Expression of pyruvate formate-lyase of Escherichia coli from the cloned structural gene

Expression of pyruvate formate-lyase of Escherichia coli from the cloned structural gene

A Pecher et al. Arch Microbiol. 1982 Oct.

Abstract

It is shown here that a plasmid (p29) derived from the transducing phage lambda aspC2 (Christiansen and Pedersen 1981) codes for pyruvate formate-lyase. The identity of the 80 kilodaltons (kd) gene product of plasmid p29 with the pyruvate formate-lyase polypeptide was proven (i) by co-migration of the gene product expressed in the maxicell system with purified enzyme on O'Farrell gels, and (ii) by comparison of the peptide maps obtained from limited proteolysis. In vivo the 80 kd form of the enzyme was proteolytically converted to a 78 kd polypeptide. The two polypeptides (80 kd and 78 kd) and their charge isomers present in purified enzyme preparations are therefore products of a single gene.
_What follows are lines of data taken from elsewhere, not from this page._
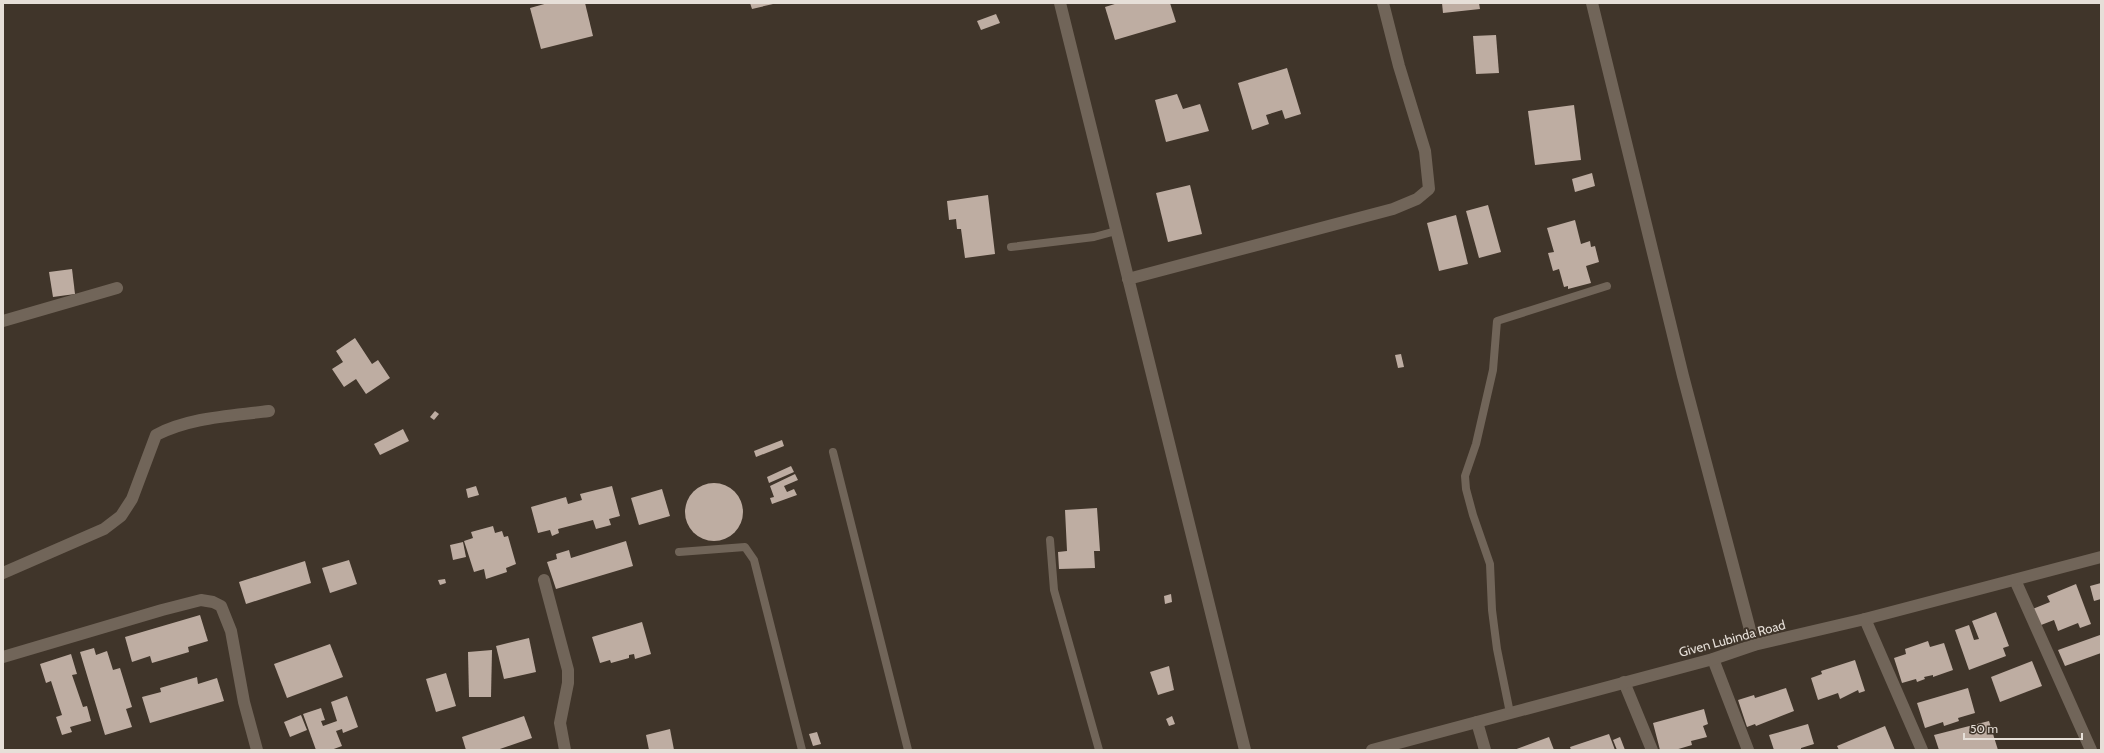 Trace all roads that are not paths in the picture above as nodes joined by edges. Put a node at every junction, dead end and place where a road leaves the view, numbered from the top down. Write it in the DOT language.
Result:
graph roads {
  1 [pos="1060,3"];
  2 [pos="1384,3"];
  3 [pos="1592,3"];
  4 [pos="1116,231"];
  5 [pos="1011,247"];
  6 [pos="1128,279"];
  7 [pos="1607,286"];
  8 [pos="117,288"];
  9 [pos="3,321"];
  10 [pos="269,411"];
  11 [pos="833,452"];
  12 [pos="1050,540"];
  13 [pos="679,552"];
  14 [pos="2101,558"];
  15 [pos="3,573"];
  16 [pos="544,580"];
  17 [pos="2015,580"];
  18 [pos="1864,619"];
  19 [pos="1754,646"];
  20 [pos="3,657"];
  21 [pos="1712,659"];
  22 [pos="1624,682"];
  23 [pos="1510,713"];
  24 [pos="1477,722"];
  25 [pos="257,750"];
  26 [pos="565,750"];
  27 [pos="802,750"];
  28 [pos="908,750"];
  29 [pos="1099,750"];
  30 [pos="1245,750"];
  31 [pos="1372,750"];
  32 [pos="1485,750"];
  33 [pos="1652,750"];
  34 [pos="1748,750"];
  35 [pos="1922,750"];
  36 [pos="2091,750"];
  1 -- 4 [label="street"];
  2 -- 6 [label="street"];
  3 -- 19 [label="street"];
  4 -- 5 [label="lane"];
  4 -- 6 [label="street"];
  6 -- 30 [label="street"];
  7 -- 23 [label="lane"];
  8 -- 9 [label="street"];
  10 -- 15 [label="street"];
  11 -- 28 [label="lane"];
  12 -- 29 [label="lane"];
  13 -- 27 [label="lane"];
  14 -- 17 [label="street, Given Lubinda Road"];
  16 -- 26 [label="street"];
  17 -- 18 [label="street, Given Lubinda Road"];
  17 -- 36 [label="street"];
  18 -- 19 [label="street, Given Lubinda Road"];
  18 -- 35 [label="street"];
  19 -- 21 [label="street, Given Lubinda Road"];
  20 -- 25 [label="street"];
  21 -- 22 [label="street, Given Lubinda Road"];
  21 -- 34 [label="street"];
  22 -- 23 [label="street, Given Lubinda Road"];
  22 -- 33 [label="street"];
  23 -- 24 [label="street, Given Lubinda Road"];
  24 -- 31 [label="street, Given Lubinda Road"];
  24 -- 32 [label="street"];
}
Aerobically grown cells of Escherichia coli contained a basal level of pyruvate formate-lyase which was derepressed 5- to 10-fold under anaerobiosis. Derepression also occurred during anaerobic growth on glycerol plus fumarate. Presence of plasmid p29 caused overproduction of pyruvate formatelyase, 11-fold upon anaerobic growth on glucose, 14-fold upon aerobic growth on glucose and 33-fold upon aerobic growth at the expense of D-lactate.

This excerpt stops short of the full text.